» **Records for the exercise**:
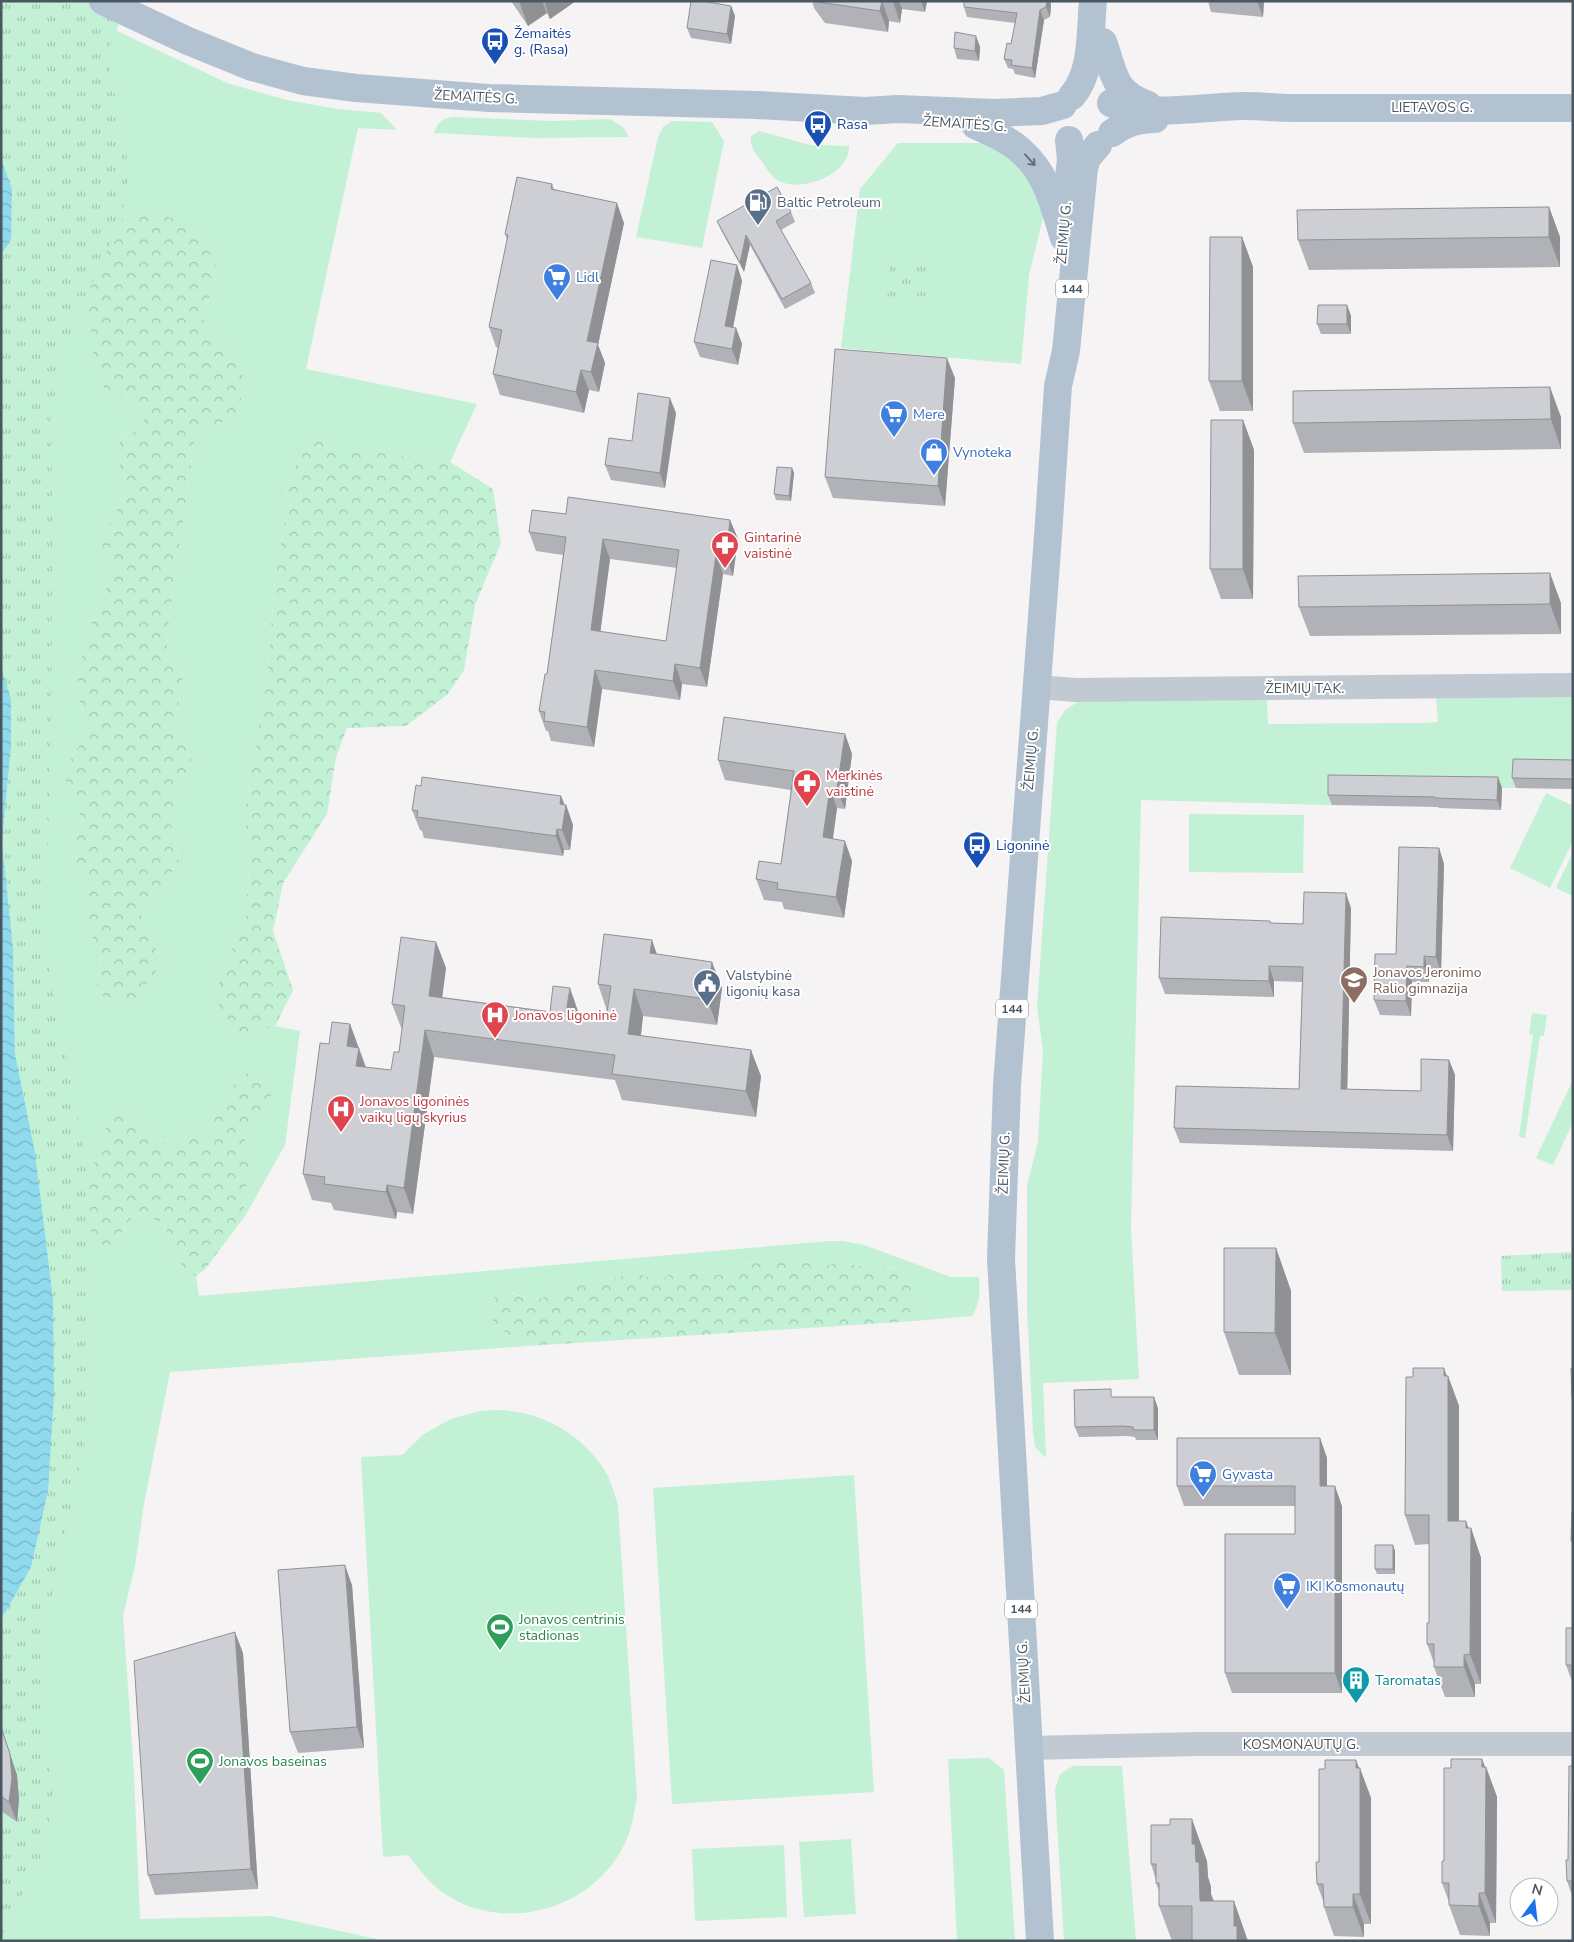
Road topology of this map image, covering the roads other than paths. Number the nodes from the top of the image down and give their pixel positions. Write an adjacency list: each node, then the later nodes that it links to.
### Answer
1 (103, 1): 8 (main road, ŽEMAITĖS G.)
2 (1093, 1): 5 (main road, ŽEIMIŲ G. / 144)
3 (1107, 1): 4 (main road, ŽEIMIŲ G. / 144)
4 (1103, 42): 6 (main road, ŽEIMIŲ G. / 144); 9 (main road)
5 (1068, 101): 6 (main road); 8 (main road, ŽEMAITĖS G.); 11 (main road, ŽEIMIŲ G. / 144)
6 (1109, 101): 9 (main road, LIETAVOS G.); 12 (main road, ŽEIMIŲ G. / 144)
7 (1573, 108): 9 (main road, LIETAVOS G.)
8 (865, 111): 10 (main road, ŽEMAITĖS G.)
9 (1162, 114): 12 (main road, LIETAVOS G.); 13 (main road)
10 (975, 124): 11 (main road, ŽEMAITĖS G.); 14 (main road, one-way to 14)
11 (1067, 138): 12 (main road); 14 (main road, ŽEIMIŲ G. / 144)
12 (1105, 139): 13 (main road, ŽEIMIŲ G. / 144)
13 (1081, 191): 15 (main road, ŽEIMIŲ G. / 144)
14 (1064, 238): 15 (main road, ŽEIMIŲ G. / 144)
15 (1058, 386): 17 (main road, ŽEIMIŲ G. / 144)
16 (1573, 685): 17 (street, ŽEIMIŲ TAK.)
17 (1037, 686): 19 (main road, ŽEIMIŲ G. / 144)
18 (1573, 1744): 19 (street, KOSMONAUTŲ G.)
19 (1028, 1748): 20 (main road, ŽEIMIŲ G. / 144)
20 (1040, 1941)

» **Task details**: Restate it all word for word: every record, no pictures.

» **Completed task**:
Road topology of this map image, covering the roads other than paths. Number the nodes from the top of the image down and give their pixel positions. Write an adjacency list: each node, then the later nodes that it links to.
### Answer
1 (103, 1): 8 (main road, ŽEMAITĖS G.)
2 (1093, 1): 5 (main road, ŽEIMIŲ G. / 144)
3 (1107, 1): 4 (main road, ŽEIMIŲ G. / 144)
4 (1103, 42): 6 (main road, ŽEIMIŲ G. / 144); 9 (main road)
5 (1068, 101): 6 (main road); 8 (main road, ŽEMAITĖS G.); 11 (main road, ŽEIMIŲ G. / 144)
6 (1109, 101): 9 (main road, LIETAVOS G.); 12 (main road, ŽEIMIŲ G. / 144)
7 (1573, 108): 9 (main road, LIETAVOS G.)
8 (865, 111): 10 (main road, ŽEMAITĖS G.)
9 (1162, 114): 12 (main road, LIETAVOS G.); 13 (main road)
10 (975, 124): 11 (main road, ŽEMAITĖS G.); 14 (main road, one-way to 14)
11 (1067, 138): 12 (main road); 14 (main road, ŽEIMIŲ G. / 144)
12 (1105, 139): 13 (main road, ŽEIMIŲ G. / 144)
13 (1081, 191): 15 (main road, ŽEIMIŲ G. / 144)
14 (1064, 238): 15 (main road, ŽEIMIŲ G. / 144)
15 (1058, 386): 17 (main road, ŽEIMIŲ G. / 144)
16 (1573, 685): 17 (street, ŽEIMIŲ TAK.)
17 (1037, 686): 19 (main road, ŽEIMIŲ G. / 144)
18 (1573, 1744): 19 (street, KOSMONAUTŲ G.)
19 (1028, 1748): 20 (main road, ŽEIMIŲ G. / 144)
20 (1040, 1941)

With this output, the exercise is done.